This week’s featured SD Times open-source project is taking a look at the multi-language and extensible build system the Angular team and Google is looking to bring to the developer ecosystem.
Bazel is designed to speed up builds and tests; provide developers with one tool to work with multiple languages such as Java, C++, Android, iOS and Go; scale organizations, codebases and continuous integration systems; and add support for new languages and platforms with an extension language.
The project is led by a core group of contributors and Googlers, and managed by the community. The group of core contributors is self-managing and added by two supporting votes from other core contributors.

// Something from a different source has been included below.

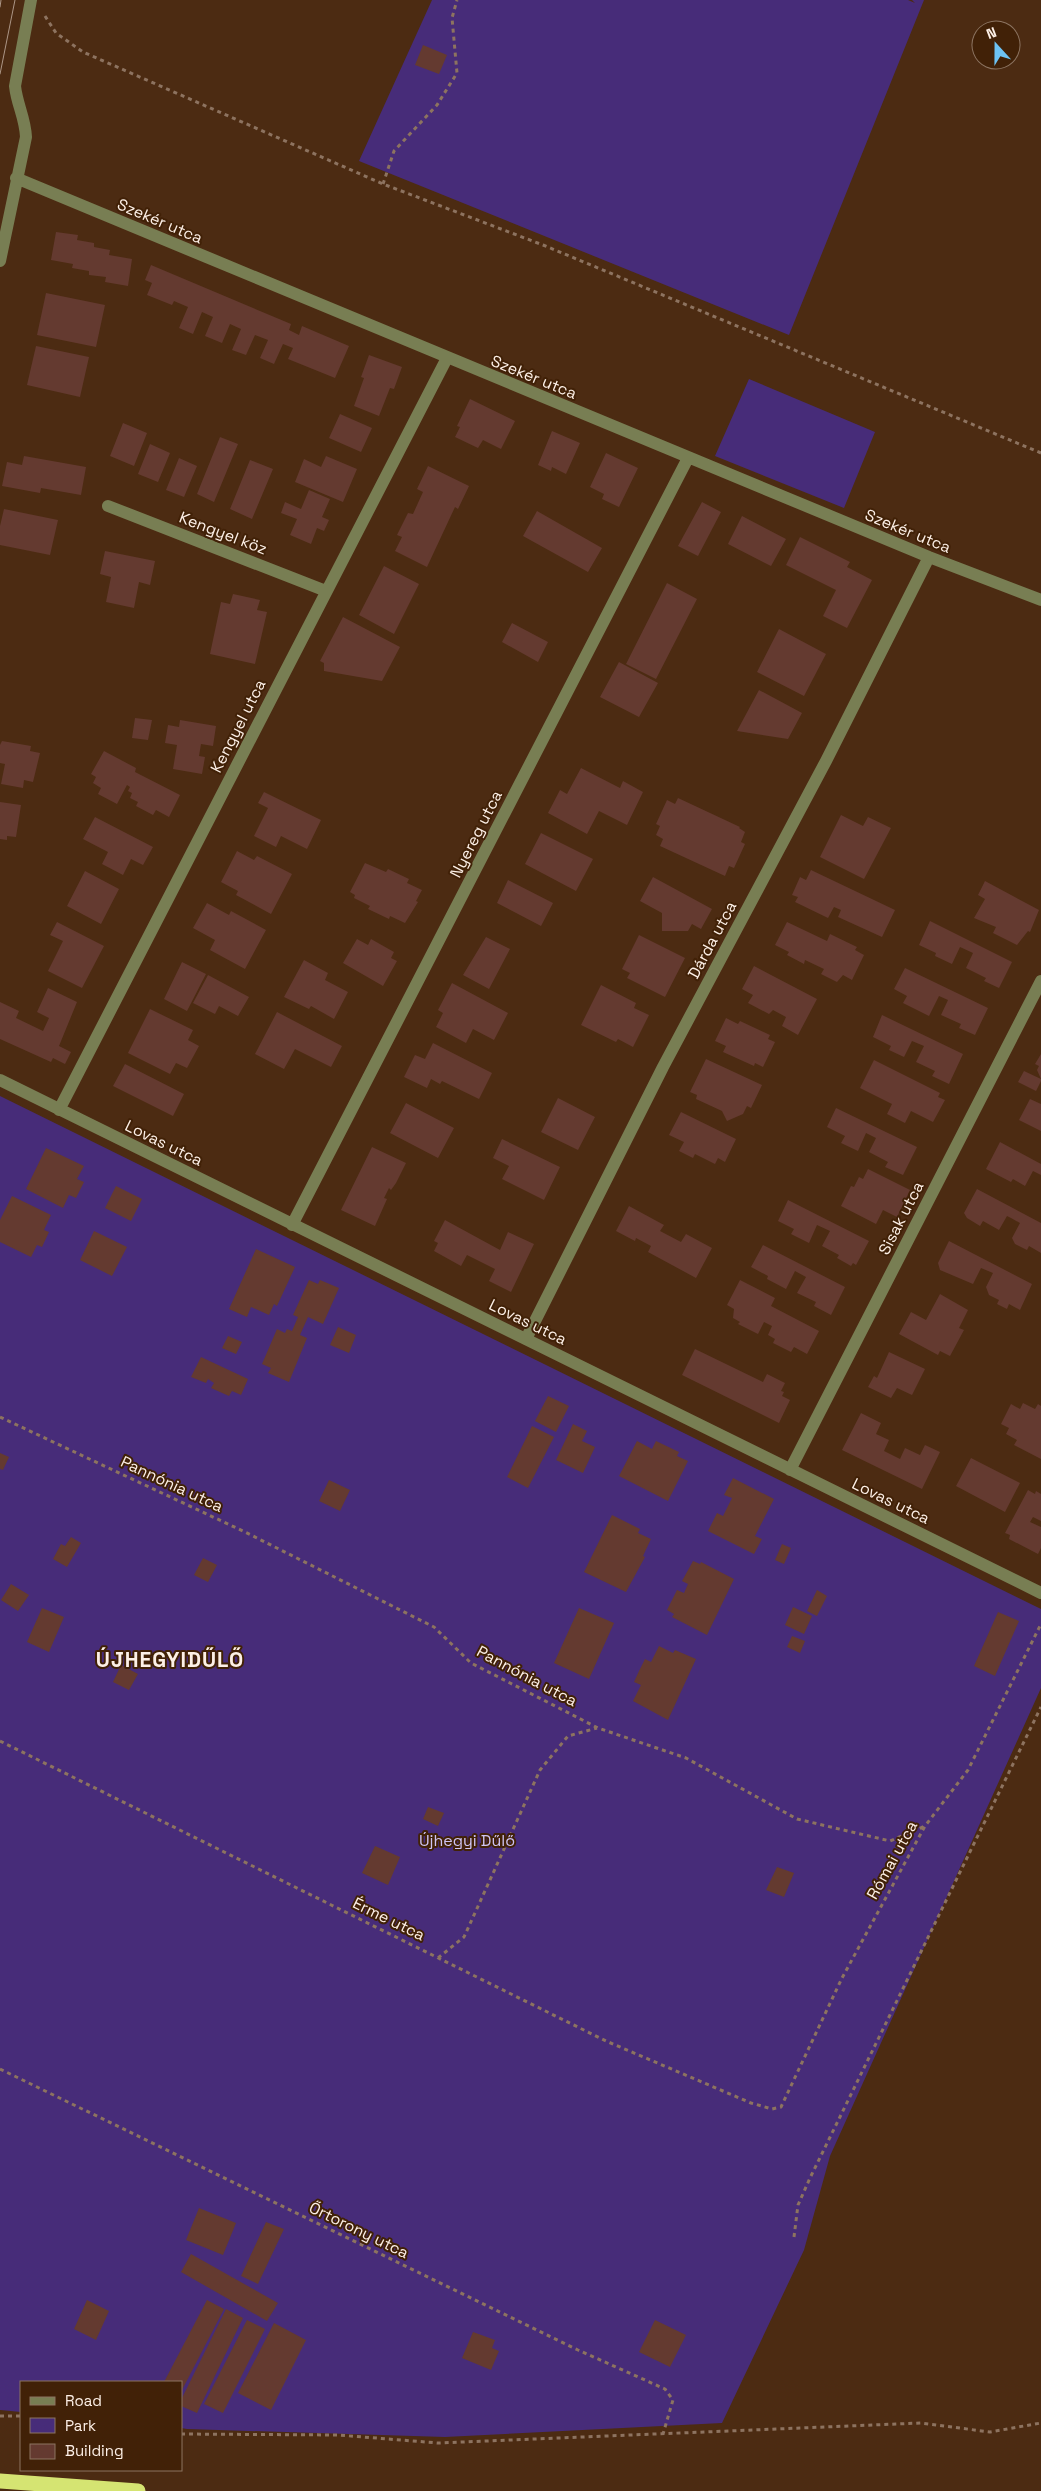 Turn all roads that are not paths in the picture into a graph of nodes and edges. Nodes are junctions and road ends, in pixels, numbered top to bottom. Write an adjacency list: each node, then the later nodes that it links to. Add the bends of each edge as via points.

According to Google, some parts of Bazel will never make it into open source because it integrates with Google-specific technology or the company plans to get rid of those features in the future.
The Angular team has announced plans to migrate its build scripts with Bazel to get faster and more reliable incremental builds. As of Angular 6, Angular itself is now built with Bazel, according to Stephen Fluin, developer advocate for Angular. “Bazel is the build system that Google and the Angular team use to keep incremental builds under 2 seconds,” the team wrote in a post.
Bazel is already being used by companies such as Asana, Ascend.io, Databricks, Dropbox, Etsy, Google, Huawei, LingoChamp, Pinterest and Uber. Open-source projects using Bazel include Angular, Deepmind Lab, GRPC, gVisor, Kubernetes, Sonnet, TensorFlow and Trunk.
“Bazel was designed to be able to scale to Google’s needs and meet Google’s requirements of reproducibility and platform/language support. All software at Google is built using Bazel. Google uses Bazel and its rules for millions of builds every day,” according to the project’s repository.
Bazel 0.13 was recently released with new updates and features around Android, C++, and Objective C. The full release notes are available here.
Currently on the Bazel 1.0 roadmap includes a stable API, improved Bazel on Windows, migration, interfacing with other build systems, mobile rules, native rules, improved performance, and better CLI output.
“Beyond code, we’d like to eventually have all code reviews, bug tracking, and design decisions happen publicly, with the Bazel community involved. We are not there yet, so some changes will simply appear in the Bazel repository without clear explanation. Despite this lack of transparency, we want to support external developers and collaborate. Thus, we are opening up the code, even though some of the development is still happening internal to Google. Please let us know if anything seems unclear or unjustified as we transition to an open model,” according to the project’s page.